PROBLEM DETAILS: Please filter the entries for the word "junction" and copy every line that has it.

***** INPUT FOR THIS TASK

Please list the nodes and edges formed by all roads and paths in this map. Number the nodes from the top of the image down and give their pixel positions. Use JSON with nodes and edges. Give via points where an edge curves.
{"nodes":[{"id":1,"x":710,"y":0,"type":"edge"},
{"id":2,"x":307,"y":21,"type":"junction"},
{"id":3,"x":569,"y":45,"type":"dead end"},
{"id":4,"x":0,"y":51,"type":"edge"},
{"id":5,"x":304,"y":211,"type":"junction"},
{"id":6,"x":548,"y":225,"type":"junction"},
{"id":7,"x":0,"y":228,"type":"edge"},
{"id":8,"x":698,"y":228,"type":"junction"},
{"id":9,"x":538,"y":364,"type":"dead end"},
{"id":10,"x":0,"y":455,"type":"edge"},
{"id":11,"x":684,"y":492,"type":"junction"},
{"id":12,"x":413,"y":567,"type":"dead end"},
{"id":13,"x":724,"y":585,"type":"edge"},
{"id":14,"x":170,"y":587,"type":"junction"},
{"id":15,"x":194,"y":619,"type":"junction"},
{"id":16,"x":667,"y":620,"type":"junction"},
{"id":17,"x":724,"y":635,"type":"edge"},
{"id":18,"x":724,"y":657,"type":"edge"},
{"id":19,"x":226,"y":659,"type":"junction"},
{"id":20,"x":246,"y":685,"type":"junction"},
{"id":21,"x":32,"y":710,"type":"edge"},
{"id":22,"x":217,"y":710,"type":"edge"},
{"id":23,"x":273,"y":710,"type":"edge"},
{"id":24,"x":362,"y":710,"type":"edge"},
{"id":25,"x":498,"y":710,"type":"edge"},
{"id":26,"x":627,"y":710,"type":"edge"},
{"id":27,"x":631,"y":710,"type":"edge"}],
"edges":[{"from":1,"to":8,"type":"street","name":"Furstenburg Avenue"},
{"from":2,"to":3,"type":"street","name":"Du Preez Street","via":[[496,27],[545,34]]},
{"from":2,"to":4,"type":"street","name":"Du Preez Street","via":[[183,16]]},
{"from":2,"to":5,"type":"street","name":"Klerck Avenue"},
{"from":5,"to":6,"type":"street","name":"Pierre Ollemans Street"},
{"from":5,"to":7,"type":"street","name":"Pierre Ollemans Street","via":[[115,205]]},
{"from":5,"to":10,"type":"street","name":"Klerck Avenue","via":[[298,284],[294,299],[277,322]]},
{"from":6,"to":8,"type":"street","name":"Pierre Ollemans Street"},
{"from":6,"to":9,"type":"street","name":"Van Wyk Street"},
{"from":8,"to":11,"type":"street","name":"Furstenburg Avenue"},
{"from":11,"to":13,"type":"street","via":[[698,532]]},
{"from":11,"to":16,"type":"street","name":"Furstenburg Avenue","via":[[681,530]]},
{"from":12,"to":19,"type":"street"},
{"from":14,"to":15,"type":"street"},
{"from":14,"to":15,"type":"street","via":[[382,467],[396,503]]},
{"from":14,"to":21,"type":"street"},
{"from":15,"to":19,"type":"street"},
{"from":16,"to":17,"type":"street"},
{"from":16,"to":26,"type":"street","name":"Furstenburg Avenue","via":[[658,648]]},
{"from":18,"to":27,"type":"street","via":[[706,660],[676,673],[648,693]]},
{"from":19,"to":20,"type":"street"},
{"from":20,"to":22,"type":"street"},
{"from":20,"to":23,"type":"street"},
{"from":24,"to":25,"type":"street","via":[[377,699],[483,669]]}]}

**********

WORKED SOLUTION:
{"id":2,"x":307,"y":21,"type":"junction"},
{"id":5,"x":304,"y":211,"type":"junction"},
{"id":6,"x":548,"y":225,"type":"junction"},
{"id":8,"x":698,"y":228,"type":"junction"},
{"id":11,"x":684,"y":492,"type":"junction"},
{"id":14,"x":170,"y":587,"type":"junction"},
{"id":15,"x":194,"y":619,"type":"junction"},
{"id":16,"x":667,"y":620,"type":"junction"},
{"id":19,"x":226,"y":659,"type":"junction"},
{"id":20,"x":246,"y":685,"type":"junction"},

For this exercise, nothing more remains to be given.